ZF English

BRD confidence in keeping ssecond-leading position

06.08.2004, 00:00 12



Sorin Popa, vice-president of BRD-Groupe Societe Generale believes it is highly unlikely that the bank will lose its position as second leading bank on the market even though Raiffeisen is catching up fast.



"If we do not make it to number one, we will certainly remain the number two. We have a sound organic growth. We are developing as we set out to. I do not see how anybody could catch up with us," Sorin Popa said.



Last week, Herbert Stepic, Raiffeisen International president stated he was positive Raiffeisen Bank Romania would outrun BRD in the first half of 2005, considering the results in the first half this year.



At the end of last year, BRD's market share reached 13.4 percent if calculated in terms of assets (1.9 billion euros), while Raiffeisen accounted for 7 percent of the market, as its assets were worth 1 billion euros. Banca Comerciala Romana (Romanian Commercial Bank - BCR) was the number one, with a market share standing at 30.8% and assets totalling 4.3 billion euros.

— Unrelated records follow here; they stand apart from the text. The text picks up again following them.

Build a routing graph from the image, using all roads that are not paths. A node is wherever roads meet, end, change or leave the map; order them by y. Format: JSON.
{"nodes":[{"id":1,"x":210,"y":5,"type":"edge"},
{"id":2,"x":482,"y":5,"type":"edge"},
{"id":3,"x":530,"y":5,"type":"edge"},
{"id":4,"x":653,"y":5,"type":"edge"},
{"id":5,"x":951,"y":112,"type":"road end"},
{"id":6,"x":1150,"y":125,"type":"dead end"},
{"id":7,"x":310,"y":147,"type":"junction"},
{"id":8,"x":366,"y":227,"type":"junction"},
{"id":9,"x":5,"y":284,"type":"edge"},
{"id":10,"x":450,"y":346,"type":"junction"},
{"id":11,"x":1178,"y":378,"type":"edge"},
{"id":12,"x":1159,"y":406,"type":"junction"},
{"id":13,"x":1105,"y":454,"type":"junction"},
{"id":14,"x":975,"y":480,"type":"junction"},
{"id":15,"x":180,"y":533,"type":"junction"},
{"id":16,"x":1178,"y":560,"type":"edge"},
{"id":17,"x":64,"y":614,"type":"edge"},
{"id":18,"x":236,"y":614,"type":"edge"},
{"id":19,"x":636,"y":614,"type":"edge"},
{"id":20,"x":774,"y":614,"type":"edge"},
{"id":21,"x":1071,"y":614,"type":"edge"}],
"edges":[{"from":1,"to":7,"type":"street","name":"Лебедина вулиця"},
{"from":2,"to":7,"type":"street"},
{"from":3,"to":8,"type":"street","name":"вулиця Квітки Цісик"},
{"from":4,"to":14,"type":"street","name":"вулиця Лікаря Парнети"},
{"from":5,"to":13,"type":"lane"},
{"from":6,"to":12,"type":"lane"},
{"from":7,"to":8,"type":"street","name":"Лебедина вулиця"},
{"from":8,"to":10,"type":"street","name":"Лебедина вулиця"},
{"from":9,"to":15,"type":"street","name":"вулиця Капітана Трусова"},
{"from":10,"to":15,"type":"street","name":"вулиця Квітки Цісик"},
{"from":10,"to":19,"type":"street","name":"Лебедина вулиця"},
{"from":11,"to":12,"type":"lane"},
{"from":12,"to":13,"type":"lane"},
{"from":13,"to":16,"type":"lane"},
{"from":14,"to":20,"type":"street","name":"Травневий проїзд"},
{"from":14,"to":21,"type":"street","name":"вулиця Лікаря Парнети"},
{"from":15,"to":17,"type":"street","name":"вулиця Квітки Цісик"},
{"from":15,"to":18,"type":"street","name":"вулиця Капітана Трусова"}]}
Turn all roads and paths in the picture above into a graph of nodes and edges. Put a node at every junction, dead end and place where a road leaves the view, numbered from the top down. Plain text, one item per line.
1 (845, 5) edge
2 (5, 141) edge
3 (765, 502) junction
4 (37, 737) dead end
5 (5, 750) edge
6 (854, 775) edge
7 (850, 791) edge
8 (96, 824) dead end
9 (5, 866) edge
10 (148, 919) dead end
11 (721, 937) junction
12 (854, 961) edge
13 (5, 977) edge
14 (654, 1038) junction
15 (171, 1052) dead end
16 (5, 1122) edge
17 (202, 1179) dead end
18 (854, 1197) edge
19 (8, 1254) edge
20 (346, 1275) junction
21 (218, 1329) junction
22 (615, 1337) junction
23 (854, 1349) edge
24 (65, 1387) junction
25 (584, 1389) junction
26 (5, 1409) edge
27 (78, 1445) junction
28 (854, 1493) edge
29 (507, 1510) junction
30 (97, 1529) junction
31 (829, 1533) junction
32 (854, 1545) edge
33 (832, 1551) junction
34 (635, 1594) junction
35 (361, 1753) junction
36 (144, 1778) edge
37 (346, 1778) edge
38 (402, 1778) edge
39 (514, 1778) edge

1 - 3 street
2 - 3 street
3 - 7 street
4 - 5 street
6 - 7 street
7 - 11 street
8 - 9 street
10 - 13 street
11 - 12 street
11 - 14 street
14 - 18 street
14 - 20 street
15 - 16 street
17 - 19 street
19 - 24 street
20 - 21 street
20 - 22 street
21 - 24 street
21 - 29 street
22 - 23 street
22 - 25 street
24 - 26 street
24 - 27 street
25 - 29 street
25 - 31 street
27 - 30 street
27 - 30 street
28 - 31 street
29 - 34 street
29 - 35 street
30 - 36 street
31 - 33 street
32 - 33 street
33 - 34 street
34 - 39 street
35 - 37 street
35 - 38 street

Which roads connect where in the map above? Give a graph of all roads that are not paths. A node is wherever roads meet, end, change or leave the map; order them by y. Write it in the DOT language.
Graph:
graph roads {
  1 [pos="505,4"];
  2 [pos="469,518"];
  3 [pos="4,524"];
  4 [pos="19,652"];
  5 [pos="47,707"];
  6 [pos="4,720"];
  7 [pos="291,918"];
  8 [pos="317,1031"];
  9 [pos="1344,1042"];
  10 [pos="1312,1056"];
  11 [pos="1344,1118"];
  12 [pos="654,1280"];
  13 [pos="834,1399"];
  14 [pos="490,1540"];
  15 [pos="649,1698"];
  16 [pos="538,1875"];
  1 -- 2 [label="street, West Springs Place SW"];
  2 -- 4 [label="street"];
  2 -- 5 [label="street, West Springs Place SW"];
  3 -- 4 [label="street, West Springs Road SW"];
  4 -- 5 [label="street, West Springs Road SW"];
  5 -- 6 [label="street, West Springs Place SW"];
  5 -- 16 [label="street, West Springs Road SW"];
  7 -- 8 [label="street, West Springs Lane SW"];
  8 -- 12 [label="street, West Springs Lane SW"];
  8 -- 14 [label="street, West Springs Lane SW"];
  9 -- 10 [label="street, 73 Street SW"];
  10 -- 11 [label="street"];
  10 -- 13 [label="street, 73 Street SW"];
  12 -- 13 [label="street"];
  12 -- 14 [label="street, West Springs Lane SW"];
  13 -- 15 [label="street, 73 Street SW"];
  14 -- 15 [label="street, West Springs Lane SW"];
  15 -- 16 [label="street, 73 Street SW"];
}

Herbert Stepic announced Raiffeisen was ready to participate in the privatisation of Casa de Economii si Consemnatiuni (Romanian Savings Bank - CEC), an institution whose assets totalled 980 million euros at the end of last year, while its market share reached 6.7 percent. CEC is the fourth leading bank.



"CEC is a mammoth that needs to be restructured and that is not such an easy thing to do. It does have its clients, indeed, but they are people on low-incomes. It will take years to get CEC up and running. Raiffeisen has not won the competition for CEC's privatisation for the time being. Not even in this manner (i.e. winning the race for the bank's privatisation) will they be able to come close to BRD," the BRD official stated.



The two banks are due to release their first half financials over the next few weeks.



"The results are more than encouraging. We are above the budget targets," Sorin Popa explained. BRD logged net profits of 62.7 million euros last year, while Raiffeisen's profits stood at 5.1 million euros.



"When we're talking about market shares we must not talk only in terms of assets but also in terms of profit and revenues. We must talk profitability above all," Popa added.